▸ **Instructions for the task**
Return the entries below exactly as written.
------ Material to process
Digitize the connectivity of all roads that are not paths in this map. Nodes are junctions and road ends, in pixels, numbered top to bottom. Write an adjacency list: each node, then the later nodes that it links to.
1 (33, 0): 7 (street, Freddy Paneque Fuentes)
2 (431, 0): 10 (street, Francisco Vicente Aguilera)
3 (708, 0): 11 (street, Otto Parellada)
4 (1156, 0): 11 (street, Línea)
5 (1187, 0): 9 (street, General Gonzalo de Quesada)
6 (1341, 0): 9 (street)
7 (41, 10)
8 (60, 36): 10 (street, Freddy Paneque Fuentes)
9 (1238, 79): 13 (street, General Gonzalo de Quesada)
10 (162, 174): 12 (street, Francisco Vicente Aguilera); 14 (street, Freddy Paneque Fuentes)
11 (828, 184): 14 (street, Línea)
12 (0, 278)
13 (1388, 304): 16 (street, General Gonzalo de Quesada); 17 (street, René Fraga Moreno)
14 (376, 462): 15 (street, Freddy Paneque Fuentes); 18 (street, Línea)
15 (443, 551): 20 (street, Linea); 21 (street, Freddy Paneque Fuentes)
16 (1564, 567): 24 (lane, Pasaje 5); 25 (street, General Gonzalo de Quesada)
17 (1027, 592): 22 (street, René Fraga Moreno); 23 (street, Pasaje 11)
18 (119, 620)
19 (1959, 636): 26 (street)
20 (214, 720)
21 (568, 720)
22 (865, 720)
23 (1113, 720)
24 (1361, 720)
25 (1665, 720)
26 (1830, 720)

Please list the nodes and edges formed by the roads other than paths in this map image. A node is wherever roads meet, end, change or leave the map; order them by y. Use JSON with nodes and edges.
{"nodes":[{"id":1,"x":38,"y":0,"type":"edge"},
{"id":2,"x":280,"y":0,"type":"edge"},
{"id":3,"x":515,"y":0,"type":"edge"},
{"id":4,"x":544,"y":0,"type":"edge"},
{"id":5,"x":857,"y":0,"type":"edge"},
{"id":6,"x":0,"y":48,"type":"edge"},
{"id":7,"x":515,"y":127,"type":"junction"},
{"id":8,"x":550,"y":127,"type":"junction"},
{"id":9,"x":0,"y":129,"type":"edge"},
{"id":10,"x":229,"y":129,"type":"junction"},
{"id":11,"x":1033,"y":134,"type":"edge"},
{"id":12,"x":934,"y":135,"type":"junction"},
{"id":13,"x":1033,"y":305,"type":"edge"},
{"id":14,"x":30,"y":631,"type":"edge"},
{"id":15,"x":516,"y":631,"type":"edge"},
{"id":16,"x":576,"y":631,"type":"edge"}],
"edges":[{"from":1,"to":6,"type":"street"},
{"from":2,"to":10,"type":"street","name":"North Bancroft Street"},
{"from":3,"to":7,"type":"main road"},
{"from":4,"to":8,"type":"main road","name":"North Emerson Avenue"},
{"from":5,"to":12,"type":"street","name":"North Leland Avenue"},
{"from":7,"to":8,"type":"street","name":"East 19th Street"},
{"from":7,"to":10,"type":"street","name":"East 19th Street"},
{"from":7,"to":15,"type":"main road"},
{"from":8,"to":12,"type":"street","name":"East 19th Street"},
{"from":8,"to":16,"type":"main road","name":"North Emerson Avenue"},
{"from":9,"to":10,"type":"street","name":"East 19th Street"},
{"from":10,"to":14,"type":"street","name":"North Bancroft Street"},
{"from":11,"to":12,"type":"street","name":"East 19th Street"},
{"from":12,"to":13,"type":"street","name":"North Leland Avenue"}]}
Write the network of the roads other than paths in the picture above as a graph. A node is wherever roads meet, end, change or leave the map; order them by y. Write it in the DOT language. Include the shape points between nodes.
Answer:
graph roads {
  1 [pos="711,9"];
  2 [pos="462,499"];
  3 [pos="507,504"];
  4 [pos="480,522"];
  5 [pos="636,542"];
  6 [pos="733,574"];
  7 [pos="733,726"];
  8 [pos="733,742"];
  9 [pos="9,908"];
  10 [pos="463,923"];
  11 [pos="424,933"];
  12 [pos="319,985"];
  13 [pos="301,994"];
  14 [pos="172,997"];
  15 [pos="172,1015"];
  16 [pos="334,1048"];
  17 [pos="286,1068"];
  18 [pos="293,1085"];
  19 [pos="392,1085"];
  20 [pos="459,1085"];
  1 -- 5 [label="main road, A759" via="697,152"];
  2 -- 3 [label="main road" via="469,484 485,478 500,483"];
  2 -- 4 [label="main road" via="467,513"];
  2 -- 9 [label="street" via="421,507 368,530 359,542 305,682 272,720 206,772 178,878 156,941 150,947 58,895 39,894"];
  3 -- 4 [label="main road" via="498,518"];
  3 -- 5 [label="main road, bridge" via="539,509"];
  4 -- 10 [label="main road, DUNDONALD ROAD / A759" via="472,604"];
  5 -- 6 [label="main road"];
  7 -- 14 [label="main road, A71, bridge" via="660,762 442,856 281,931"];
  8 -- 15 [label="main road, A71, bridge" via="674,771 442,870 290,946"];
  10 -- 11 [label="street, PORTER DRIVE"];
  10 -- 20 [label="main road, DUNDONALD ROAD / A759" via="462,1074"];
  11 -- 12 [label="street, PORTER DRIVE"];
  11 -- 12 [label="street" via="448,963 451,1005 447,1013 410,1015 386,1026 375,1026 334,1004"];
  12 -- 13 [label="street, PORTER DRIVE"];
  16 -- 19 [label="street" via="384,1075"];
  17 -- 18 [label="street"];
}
------------
▸ **Result below**
Digitize the connectivity of all roads that are not paths in this map. Nodes are junctions and road ends, in pixels, numbered top to bottom. Write an adjacency list: each node, then the later nodes that it links to.
1 (33, 0): 7 (street, Freddy Paneque Fuentes)
2 (431, 0): 10 (street, Francisco Vicente Aguilera)
3 (708, 0): 11 (street, Otto Parellada)
4 (1156, 0): 11 (street, Línea)
5 (1187, 0): 9 (street, General Gonzalo de Quesada)
6 (1341, 0): 9 (street)
7 (41, 10)
8 (60, 36): 10 (street, Freddy Paneque Fuentes)
9 (1238, 79): 13 (street, General Gonzalo de Quesada)
10 (162, 174): 12 (street, Francisco Vicente Aguilera); 14 (street, Freddy Paneque Fuentes)
11 (828, 184): 14 (street, Línea)
12 (0, 278)
13 (1388, 304): 16 (street, General Gonzalo de Quesada); 17 (street, René Fraga Moreno)
14 (376, 462): 15 (street, Freddy Paneque Fuentes); 18 (street, Línea)
15 (443, 551): 20 (street, Linea); 21 (street, Freddy Paneque Fuentes)
16 (1564, 567): 24 (lane, Pasaje 5); 25 (street, General Gonzalo de Quesada)
17 (1027, 592): 22 (street, René Fraga Moreno); 23 (street, Pasaje 11)
18 (119, 620)
19 (1959, 636): 26 (street)
20 (214, 720)
21 (568, 720)
22 (865, 720)
23 (1113, 720)
24 (1361, 720)
25 (1665, 720)
26 (1830, 720)

Please list the nodes and edges formed by the roads other than paths in this map image. A node is wherever roads meet, end, change or leave the map; order them by y. Use JSON with nodes and edges.
{"nodes":[{"id":1,"x":38,"y":0,"type":"edge"},
{"id":2,"x":280,"y":0,"type":"edge"},
{"id":3,"x":515,"y":0,"type":"edge"},
{"id":4,"x":544,"y":0,"type":"edge"},
{"id":5,"x":857,"y":0,"type":"edge"},
{"id":6,"x":0,"y":48,"type":"edge"},
{"id":7,"x":515,"y":127,"type":"junction"},
{"id":8,"x":550,"y":127,"type":"junction"},
{"id":9,"x":0,"y":129,"type":"edge"},
{"id":10,"x":229,"y":129,"type":"junction"},
{"id":11,"x":1033,"y":134,"type":"edge"},
{"id":12,"x":934,"y":135,"type":"junction"},
{"id":13,"x":1033,"y":305,"type":"edge"},
{"id":14,"x":30,"y":631,"type":"edge"},
{"id":15,"x":516,"y":631,"type":"edge"},
{"id":16,"x":576,"y":631,"type":"edge"}],
"edges":[{"from":1,"to":6,"type":"street"},
{"from":2,"to":10,"type":"street","name":"North Bancroft Street"},
{"from":3,"to":7,"type":"main road"},
{"from":4,"to":8,"type":"main road","name":"North Emerson Avenue"},
{"from":5,"to":12,"type":"street","name":"North Leland Avenue"},
{"from":7,"to":8,"type":"street","name":"East 19th Street"},
{"from":7,"to":10,"type":"street","name":"East 19th Street"},
{"from":7,"to":15,"type":"main road"},
{"from":8,"to":12,"type":"street","name":"East 19th Street"},
{"from":8,"to":16,"type":"main road","name":"North Emerson Avenue"},
{"from":9,"to":10,"type":"street","name":"East 19th Street"},
{"from":10,"to":14,"type":"street","name":"North Bancroft Street"},
{"from":11,"to":12,"type":"street","name":"East 19th Street"},
{"from":12,"to":13,"type":"street","name":"North Leland Avenue"}]}
Write the network of the roads other than paths in the picture above as a graph. A node is wherever roads meet, end, change or leave the map; order them by y. Write it in the DOT language. Include the shape points between nodes.
Answer:
graph roads {
  1 [pos="711,9"];
  2 [pos="462,499"];
  3 [pos="507,504"];
  4 [pos="480,522"];
  5 [pos="636,542"];
  6 [pos="733,574"];
  7 [pos="733,726"];
  8 [pos="733,742"];
  9 [pos="9,908"];
  10 [pos="463,923"];
  11 [pos="424,933"];
  12 [pos="319,985"];
  13 [pos="301,994"];
  14 [pos="172,997"];
  15 [pos="172,1015"];
  16 [pos="334,1048"];
  17 [pos="286,1068"];
  18 [pos="293,1085"];
  19 [pos="392,1085"];
  20 [pos="459,1085"];
  1 -- 5 [label="main road, A759" via="697,152"];
  2 -- 3 [label="main road" via="469,484 485,478 500,483"];
  2 -- 4 [label="main road" via="467,513"];
  2 -- 9 [label="street" via="421,507 368,530 359,542 305,682 272,720 206,772 178,878 156,941 150,947 58,895 39,894"];
  3 -- 4 [label="main road" via="498,518"];
  3 -- 5 [label="main road, bridge" via="539,509"];
  4 -- 10 [label="main road, DUNDONALD ROAD / A759" via="472,604"];
  5 -- 6 [label="main road"];
  7 -- 14 [label="main road, A71, bridge" via="660,762 442,856 281,931"];
  8 -- 15 [label="main road, A71, bridge" via="674,771 442,870 290,946"];
  10 -- 11 [label="street, PORTER DRIVE"];
  10 -- 20 [label="main road, DUNDONALD ROAD / A759" via="462,1074"];
  11 -- 12 [label="street, PORTER DRIVE"];
  11 -- 12 [label="street" via="448,963 451,1005 447,1013 410,1015 386,1026 375,1026 334,1004"];
  12 -- 13 [label="street, PORTER DRIVE"];
  16 -- 19 [label="street" via="384,1075"];
  17 -- 18 [label="street"];
}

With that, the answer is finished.